Era Uma Vez na América foi o último filme de Sergio Leone. Ironicamente, o diretor que ficou famoso pelos westerns spaghetti, com locações amplas e espaços abertos no deserto, teve como cenário de sua última produção a Nova York na época da Lei Seca. Com quase quatro horas de filme, o roteiro explora a trajetória de vida de dois parceiros de crime: o calado Noodles (Robert De Niro) e o explosivo Max (James Woods). O filme mostra os dois personagens nos vários momentos da vida, de 1921 até 1968. Com temperamentos tão díspares fica claro que os dois terão uma série de desentendimentos ao longo da vida, mas o que importa em Era Uma Vez na América é a construção dessa realidade.

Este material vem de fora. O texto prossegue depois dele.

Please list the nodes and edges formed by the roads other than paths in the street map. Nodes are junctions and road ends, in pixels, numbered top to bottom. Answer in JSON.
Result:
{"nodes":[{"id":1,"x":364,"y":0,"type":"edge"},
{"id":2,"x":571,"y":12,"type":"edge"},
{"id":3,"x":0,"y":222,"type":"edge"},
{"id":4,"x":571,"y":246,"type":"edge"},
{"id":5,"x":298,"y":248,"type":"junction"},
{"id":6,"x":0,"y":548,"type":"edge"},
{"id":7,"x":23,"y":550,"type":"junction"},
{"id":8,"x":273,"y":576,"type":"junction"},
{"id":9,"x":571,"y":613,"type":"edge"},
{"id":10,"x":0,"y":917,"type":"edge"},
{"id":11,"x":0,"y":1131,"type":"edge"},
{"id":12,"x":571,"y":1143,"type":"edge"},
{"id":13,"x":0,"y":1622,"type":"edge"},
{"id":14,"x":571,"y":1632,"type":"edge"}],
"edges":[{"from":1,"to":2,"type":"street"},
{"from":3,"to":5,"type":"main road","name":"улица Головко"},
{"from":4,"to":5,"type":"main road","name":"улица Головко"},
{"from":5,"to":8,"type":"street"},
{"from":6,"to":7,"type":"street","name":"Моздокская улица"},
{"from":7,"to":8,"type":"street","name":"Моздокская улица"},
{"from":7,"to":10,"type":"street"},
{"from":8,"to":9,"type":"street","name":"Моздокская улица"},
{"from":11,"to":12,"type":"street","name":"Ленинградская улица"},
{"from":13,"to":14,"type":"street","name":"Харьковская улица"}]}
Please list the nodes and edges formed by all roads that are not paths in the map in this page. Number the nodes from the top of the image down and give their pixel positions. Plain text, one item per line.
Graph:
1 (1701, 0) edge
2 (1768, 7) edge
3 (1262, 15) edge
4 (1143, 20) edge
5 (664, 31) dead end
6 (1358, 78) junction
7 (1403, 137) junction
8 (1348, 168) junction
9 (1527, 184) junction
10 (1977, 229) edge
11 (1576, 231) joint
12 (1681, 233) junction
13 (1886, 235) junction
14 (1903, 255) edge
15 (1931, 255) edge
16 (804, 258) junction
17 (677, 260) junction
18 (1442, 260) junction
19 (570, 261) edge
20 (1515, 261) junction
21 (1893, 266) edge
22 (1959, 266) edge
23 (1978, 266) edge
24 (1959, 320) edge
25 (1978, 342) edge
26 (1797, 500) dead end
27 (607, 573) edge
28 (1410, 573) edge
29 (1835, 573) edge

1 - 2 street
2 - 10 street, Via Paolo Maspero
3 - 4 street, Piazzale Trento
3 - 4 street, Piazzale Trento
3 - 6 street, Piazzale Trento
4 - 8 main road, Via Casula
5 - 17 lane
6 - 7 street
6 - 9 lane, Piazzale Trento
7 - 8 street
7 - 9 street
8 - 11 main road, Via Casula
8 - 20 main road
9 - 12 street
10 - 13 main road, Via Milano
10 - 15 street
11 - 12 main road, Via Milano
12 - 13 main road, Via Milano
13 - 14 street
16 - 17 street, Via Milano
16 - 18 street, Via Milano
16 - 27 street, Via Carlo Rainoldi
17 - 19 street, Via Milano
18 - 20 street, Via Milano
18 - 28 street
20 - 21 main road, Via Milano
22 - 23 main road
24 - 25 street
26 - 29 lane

Mesmo fora dos grandes desertos dos westerns, Sergio Leone continua mantendo as principais características de seus filmes: o valor da imagem sobre o poder dos diálogos (não que estes não sejam importantes, mas o diretor consegue transmitir todos os pensamentos dos personagens nos enquadramentos),a grande quantidade de planos-detalhe (close em um objeto isolado) e closes no rosto e olhos dos atores.

Apesar de ter todos os elementos dos filmes de gangster (família, drogas, poder, sexo, relacionamentos fadados ao fracasso etc), Era Uma Vez na América não é, nem de longe um clichê: ele retrata toda a podridão e o desespero de uma sociedade falida e sem escrúpulos. Na verdade, os personagens de Era Uma Vez na América podem ser considerados retratos de tipos da época da Grande Depressão Americana.

E os tipos que Robert De Niro e James Woods retratam estão muito bem representados. De Niro foge do estereótipo de "esquentado" e explosivo que o consagrou em parcerias com Martin Scorsese, em filmes como: Caminhos Perigosos e Touro Indomável. Seu personagem controlado e até racional é tão bom quanto sua versão impaciente.

Era Uma Vez na América é um ótimo filme, de um excelente diretor. Sergio Leone conseguiu encerrar sua grande carreira em alto nível, mostrando todas as suas características e extraindo dos atores excelentes atuações.

Era Uma Vez na América (Once Upon a Time in America)
Itália/Estados Unidos - 1984
Direção: Sergio Leone
Produção: Arnon Milchan
Roteiro: Leonardo Benvenuti, Piero De Bernardi, Enrico Medioli, Franco Arcali, Franco Ferrini, Sergio Leone, Ernesto Gastaldi, baseado no livro The Hoods, de Harry Grey
Fotografia: Tonino Delli Colli
Música: Ennio Morricone
Elenco: Robert De Niro, James Woods, Elizabeth McGovern, Treat Williams, Tuesday Weld, Joe Pesci, Burt Young, Danny Aiello, William Forsythe, James Hayden, Darlanne Fluegel, Larry Rapp, Dutch Miller, Robert Harper, Richard Bright.